TASK GOAL:
Collect all lines containing the word "Ernest" from the data.

Data records:
-- Opening Marker --

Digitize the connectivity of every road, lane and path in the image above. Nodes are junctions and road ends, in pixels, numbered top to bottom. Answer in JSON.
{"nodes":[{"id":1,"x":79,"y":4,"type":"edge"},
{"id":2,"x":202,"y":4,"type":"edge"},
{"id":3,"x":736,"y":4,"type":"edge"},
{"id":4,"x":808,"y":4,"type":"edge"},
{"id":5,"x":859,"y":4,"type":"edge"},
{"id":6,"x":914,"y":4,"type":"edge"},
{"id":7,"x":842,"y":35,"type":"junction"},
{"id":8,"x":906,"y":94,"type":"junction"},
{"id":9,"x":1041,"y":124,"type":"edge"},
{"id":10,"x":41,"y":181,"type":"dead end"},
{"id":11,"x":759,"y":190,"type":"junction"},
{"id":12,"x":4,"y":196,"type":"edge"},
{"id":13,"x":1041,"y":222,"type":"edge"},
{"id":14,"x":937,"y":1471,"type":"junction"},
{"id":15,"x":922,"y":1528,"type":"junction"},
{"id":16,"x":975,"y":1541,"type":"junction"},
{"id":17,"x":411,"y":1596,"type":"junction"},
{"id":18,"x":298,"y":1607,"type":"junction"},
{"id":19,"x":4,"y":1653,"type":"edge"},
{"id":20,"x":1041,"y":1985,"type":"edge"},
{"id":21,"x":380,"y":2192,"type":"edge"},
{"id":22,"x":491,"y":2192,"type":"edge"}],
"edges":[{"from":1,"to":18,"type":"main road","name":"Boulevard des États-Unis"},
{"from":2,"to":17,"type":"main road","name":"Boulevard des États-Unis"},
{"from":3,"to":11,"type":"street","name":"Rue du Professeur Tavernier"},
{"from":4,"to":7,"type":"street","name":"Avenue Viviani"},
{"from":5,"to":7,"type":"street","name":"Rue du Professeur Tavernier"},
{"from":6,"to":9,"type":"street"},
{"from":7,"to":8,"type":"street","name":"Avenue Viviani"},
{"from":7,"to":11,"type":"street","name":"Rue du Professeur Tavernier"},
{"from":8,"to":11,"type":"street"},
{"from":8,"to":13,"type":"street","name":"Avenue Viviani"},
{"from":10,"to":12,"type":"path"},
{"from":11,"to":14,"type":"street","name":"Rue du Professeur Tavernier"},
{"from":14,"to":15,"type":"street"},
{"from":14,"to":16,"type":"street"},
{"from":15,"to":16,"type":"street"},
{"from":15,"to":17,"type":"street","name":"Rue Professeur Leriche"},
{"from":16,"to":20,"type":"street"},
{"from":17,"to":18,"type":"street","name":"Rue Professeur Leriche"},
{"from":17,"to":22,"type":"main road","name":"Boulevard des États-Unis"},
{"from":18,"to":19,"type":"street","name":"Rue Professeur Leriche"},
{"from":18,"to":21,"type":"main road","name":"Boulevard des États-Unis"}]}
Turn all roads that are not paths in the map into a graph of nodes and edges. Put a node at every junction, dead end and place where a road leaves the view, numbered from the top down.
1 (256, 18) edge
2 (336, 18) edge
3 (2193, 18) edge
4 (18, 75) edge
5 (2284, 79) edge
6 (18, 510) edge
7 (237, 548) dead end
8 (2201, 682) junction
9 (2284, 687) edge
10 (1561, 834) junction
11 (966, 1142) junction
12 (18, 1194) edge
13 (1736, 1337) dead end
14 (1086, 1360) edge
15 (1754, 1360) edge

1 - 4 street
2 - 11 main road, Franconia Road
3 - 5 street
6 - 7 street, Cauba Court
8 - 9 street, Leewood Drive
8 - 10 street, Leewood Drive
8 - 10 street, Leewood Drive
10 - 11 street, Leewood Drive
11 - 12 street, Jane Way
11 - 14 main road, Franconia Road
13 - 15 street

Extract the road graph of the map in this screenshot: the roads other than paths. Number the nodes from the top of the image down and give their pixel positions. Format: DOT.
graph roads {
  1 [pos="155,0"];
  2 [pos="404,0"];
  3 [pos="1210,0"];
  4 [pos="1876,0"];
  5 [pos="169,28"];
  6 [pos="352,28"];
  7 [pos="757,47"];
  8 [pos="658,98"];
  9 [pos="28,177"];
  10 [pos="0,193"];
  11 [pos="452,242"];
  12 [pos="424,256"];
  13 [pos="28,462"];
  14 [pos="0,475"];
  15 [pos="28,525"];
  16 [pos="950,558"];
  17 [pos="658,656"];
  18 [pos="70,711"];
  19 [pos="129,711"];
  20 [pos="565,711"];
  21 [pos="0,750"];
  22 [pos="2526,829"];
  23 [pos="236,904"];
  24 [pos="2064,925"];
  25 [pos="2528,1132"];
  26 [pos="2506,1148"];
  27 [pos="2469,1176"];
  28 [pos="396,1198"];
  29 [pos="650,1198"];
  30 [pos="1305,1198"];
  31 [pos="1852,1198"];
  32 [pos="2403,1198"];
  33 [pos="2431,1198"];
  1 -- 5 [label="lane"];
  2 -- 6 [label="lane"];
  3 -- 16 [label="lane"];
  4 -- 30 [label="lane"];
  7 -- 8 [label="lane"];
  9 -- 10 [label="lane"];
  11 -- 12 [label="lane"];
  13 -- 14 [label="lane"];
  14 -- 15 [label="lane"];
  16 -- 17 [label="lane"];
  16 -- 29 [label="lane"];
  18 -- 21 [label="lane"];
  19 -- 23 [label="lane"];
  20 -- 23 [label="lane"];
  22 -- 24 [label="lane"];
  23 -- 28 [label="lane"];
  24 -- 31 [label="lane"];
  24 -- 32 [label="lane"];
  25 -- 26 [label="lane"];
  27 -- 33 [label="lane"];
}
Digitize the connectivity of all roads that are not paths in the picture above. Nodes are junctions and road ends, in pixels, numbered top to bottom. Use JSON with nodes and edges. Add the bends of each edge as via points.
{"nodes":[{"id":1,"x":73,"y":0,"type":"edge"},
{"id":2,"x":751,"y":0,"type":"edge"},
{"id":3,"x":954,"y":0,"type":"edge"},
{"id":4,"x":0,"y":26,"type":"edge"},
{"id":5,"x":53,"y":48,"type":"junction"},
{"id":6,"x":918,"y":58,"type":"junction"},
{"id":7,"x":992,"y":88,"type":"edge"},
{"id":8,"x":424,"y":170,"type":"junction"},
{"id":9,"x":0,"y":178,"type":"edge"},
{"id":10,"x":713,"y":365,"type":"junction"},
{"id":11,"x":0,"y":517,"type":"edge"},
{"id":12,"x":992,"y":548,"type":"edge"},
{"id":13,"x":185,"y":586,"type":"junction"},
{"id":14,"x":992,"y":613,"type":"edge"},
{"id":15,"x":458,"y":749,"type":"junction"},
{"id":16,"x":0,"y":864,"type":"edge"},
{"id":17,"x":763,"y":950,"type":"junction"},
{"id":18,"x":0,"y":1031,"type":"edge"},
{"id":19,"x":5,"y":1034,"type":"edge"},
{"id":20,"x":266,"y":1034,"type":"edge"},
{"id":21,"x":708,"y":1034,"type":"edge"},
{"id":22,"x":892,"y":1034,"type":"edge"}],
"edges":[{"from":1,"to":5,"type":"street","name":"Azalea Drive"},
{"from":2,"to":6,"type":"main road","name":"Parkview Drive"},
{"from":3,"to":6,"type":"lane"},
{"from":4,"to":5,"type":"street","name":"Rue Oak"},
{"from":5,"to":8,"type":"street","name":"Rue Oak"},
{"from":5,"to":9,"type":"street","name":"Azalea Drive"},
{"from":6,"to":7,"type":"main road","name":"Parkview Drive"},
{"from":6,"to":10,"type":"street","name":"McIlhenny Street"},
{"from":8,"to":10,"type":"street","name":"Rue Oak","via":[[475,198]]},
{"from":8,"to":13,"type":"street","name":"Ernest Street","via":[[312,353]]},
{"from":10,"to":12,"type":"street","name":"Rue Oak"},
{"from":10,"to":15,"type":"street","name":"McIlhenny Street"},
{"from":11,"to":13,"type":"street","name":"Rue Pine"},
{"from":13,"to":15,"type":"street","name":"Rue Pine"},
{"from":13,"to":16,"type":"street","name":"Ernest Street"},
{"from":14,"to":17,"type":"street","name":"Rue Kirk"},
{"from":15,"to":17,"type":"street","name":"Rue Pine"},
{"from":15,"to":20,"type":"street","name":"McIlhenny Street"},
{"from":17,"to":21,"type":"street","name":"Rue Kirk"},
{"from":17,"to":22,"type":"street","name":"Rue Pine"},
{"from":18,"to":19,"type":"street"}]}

-- Closing Marker --

TASK RESULT:
{"from":8,"to":13,"type":"street","name":"Ernest Street","via":[[312,353]]},
{"from":13,"to":16,"type":"street","name":"Ernest Street"},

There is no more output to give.